Under Longhorn's Hood
So what's left in Longhorn that's new? Gates showed a new graphical user interface, which Microsoft calls Aeroglass, that features transparent Windows. Developers also will be able to build "rich" Internet applications that behave with the speed of Windows apps using Microsoft's new WinFX application programming interfaces. A Microsoft staffer gave a lengthy demonstration of the ability to type keywords into the Windows Start menu in Longhorn to launch programs, and into a bar in Windows' main documents folder to find E-mail, documents, photos, and music files that match users' criteria. Microsoft also is developing the ability to search for RSS feeds and Web-history pages by keyword.
Data security is the No. 1 area of investment in Longhorn, Gates said, and the operating system will include features such as more curtailed administrative rights for users and the ability for IT departments to "quarantine" PCs connecting to a network remotely until they can be scanned for viruses. Microsoft on Monday also disclosed the requirements for PCs bought today and capable of being upgraded to Longhorn. Among the requirements, according to Sullivan: At least 512 Mbytes of memory, no low-end chips (such as Intel's Celeron or Advanced Micro Devices Inc.'s Sempron), and no integrated graphics chipsets.
PCs Get More Portable
To coincide with Longhorn, Microsoft is working on new shapes and sizes for PCs. "We're taking the PC and getting it into smaller, more convenient form factors," said Gates, who showed a prototype of an "ultraportable" machine as thick as 10 sheets of paper, with a 9-inch screen, capable of playing music and videos, making phone calls, and taking photos. Gates said he envisions the PC as a users' second system, and that Microsoft is aiming for a weight of one pound, all-day battery life, and a retail price of $800. There's also a "major new version" of Windows for Tablet PCs coming with the arrival of Longhorn, he said.
64-Bit Windows Arrives
Finally, Microsoft made 64-bit editions of Windows for clients and servers available Monday. "It's the base on which we will build Longhorn," Gates said. "It's a very big deal for us." Microsoft released Windows XP Professional x64 Edition and three editions of Windows Server 2003 x64--Standard, Enterprise, and Datacenter. Those work with extended 64-bit chips from Intel and AMD that also run 32-bit apps without slowing performance.

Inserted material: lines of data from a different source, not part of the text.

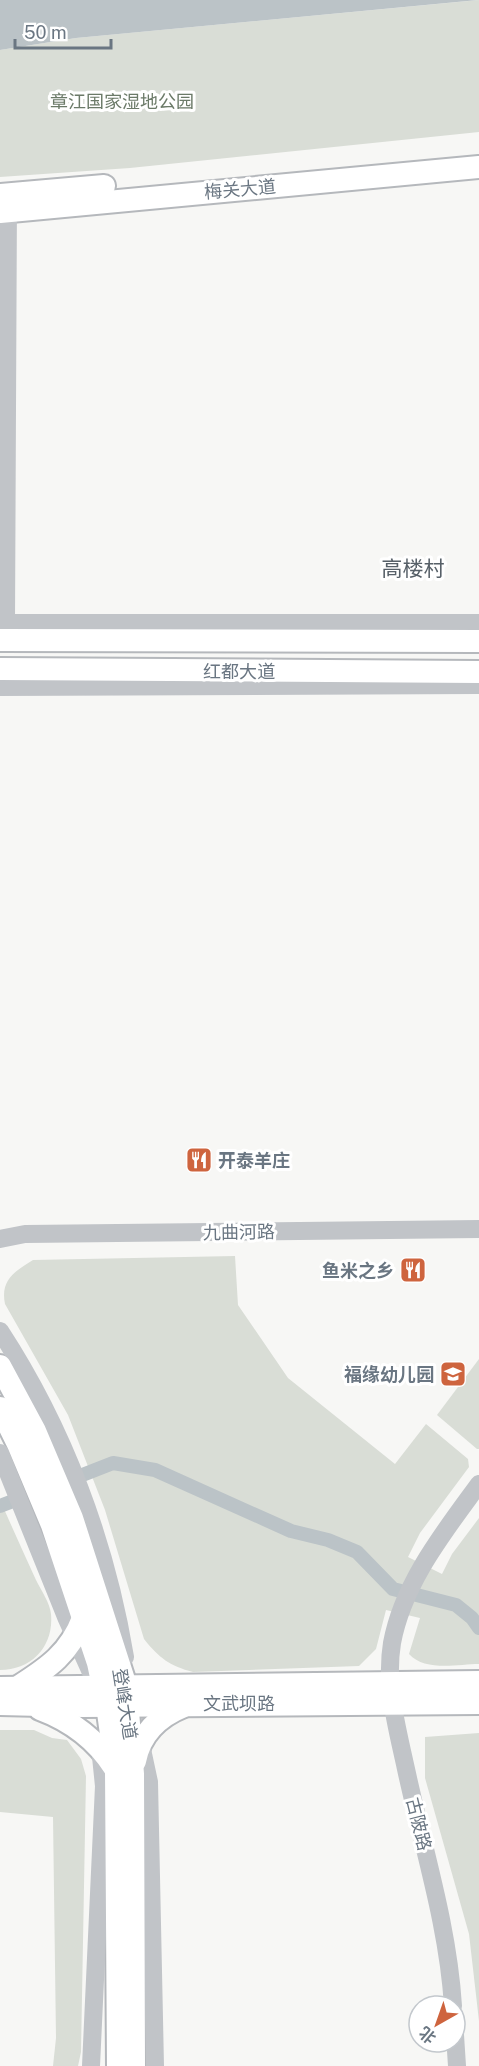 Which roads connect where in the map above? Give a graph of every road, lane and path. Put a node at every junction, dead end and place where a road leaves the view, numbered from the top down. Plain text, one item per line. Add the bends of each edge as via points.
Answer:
1 (479, 153) edge
2 (479, 167) edge
3 (4, 203) edge
4 (479, 623) edge
5 (2, 628) edge
6 (479, 641) edge
7 (0, 669) edge
8 (479, 672) edge
9 (479, 685) edge
10 (0, 687) edge
11 (479, 1229) edge
12 (0, 1239) edge
13 (0, 1331) edge
14 (0, 1366) edge
15 (0, 1407) edge
16 (26, 1438) edge
17 (479, 1484) edge
18 (63, 1525) junction
19 (79, 1628) junction
20 (108, 1628) junction
21 (125, 1657) junction
22 (479, 1682) edge
23 (176, 1685) junction
24 (14, 1693) edge
25 (390, 1693) junction
26 (426, 1693) junction
27 (116, 1696) junction
28 (479, 1703) edge
29 (0, 1704) edge
30 (196, 1704) junction
31 (141, 1743) junction
32 (100, 1748) junction
33 (124, 1772) junction
34 (452, 1994) edge
35 (92, 2066) edge
36 (118, 2066) edge
37 (134, 2066) edge
38 (155, 2066) edge

1 - 3 main road, 梅关大道
2 - 3 main road, 梅关大道
3 - 5 street
4 - 5 street
5 - 6 main road, 红都大道
7 - 8 main road, 红都大道
9 - 10 street
11 - 12 street, 九曲河路 via 25,1234
13 - 16 street via 18,1359
14 - 16 main road, 登峰大道
15 - 16 main road, 登峰大道
16 - 18 main road, 登峰大道
16 - 18 street
17 - 25 street, 古陂路 via 427,1557 411,1589 392,1642
18 - 19 main road, 登峰大道
18 - 20 main road, 登峰大道
18 - 21 street via 118,1616
19 - 24 main road via 58,1659
19 - 27 main road, 登峰大道
20 - 21 main road
20 - 27 main road, 登峰大道
21 - 23 main road via 147,1675
21 - 27 street
22 - 26 main road, 文武坝路
23 - 25 main road, 文武坝路
23 - 27 main road, 文武坝路
24 - 27 main road, 文武坝路
24 - 29 main road, 文武坝路
24 - 32 main road via 68,1722
25 - 26 main road, 文武坝路
25 - 30 main road, 文武坝路
25 - 34 street, 古陂路 via 450,1959
26 - 28 main road, 文武坝路
27 - 30 main road, 文武坝路
27 - 31 street
27 - 32 street
27 - 33 main road, 登峰大道
30 - 31 main road via 165,1715
31 - 33 main road
31 - 38 street via 149,1782
32 - 33 main road
32 - 35 street via 104,1786
33 - 36 main road, 登峰大道
33 - 37 main road, 登峰大道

The computer industry is in the middle of a transition from 32- to 64-bit chips, Gates said, but this one will happen more quickly than similar shifts in the past. Nearly all Windows servers this year, and PCs next year, will support 64-bit operation, which greatly increases the amount of memory available to software programs, speeding performance. As far as software applications, terminal services and database apps will move fastest, on servers, followed by Web hosting and business apps, Gates said. On the client side, 64-bit Windows will appeal first to scientists and engineers, as well as also video editors and computer-game developers.
Customers will get 64-bit computing without a premium price, he added. "It's almost a feature you can take for granted." Sixty-four-bit Windows also can provide companies with greater data security by taking advantage of chips' "execute disable bit," which can block harmful code from running.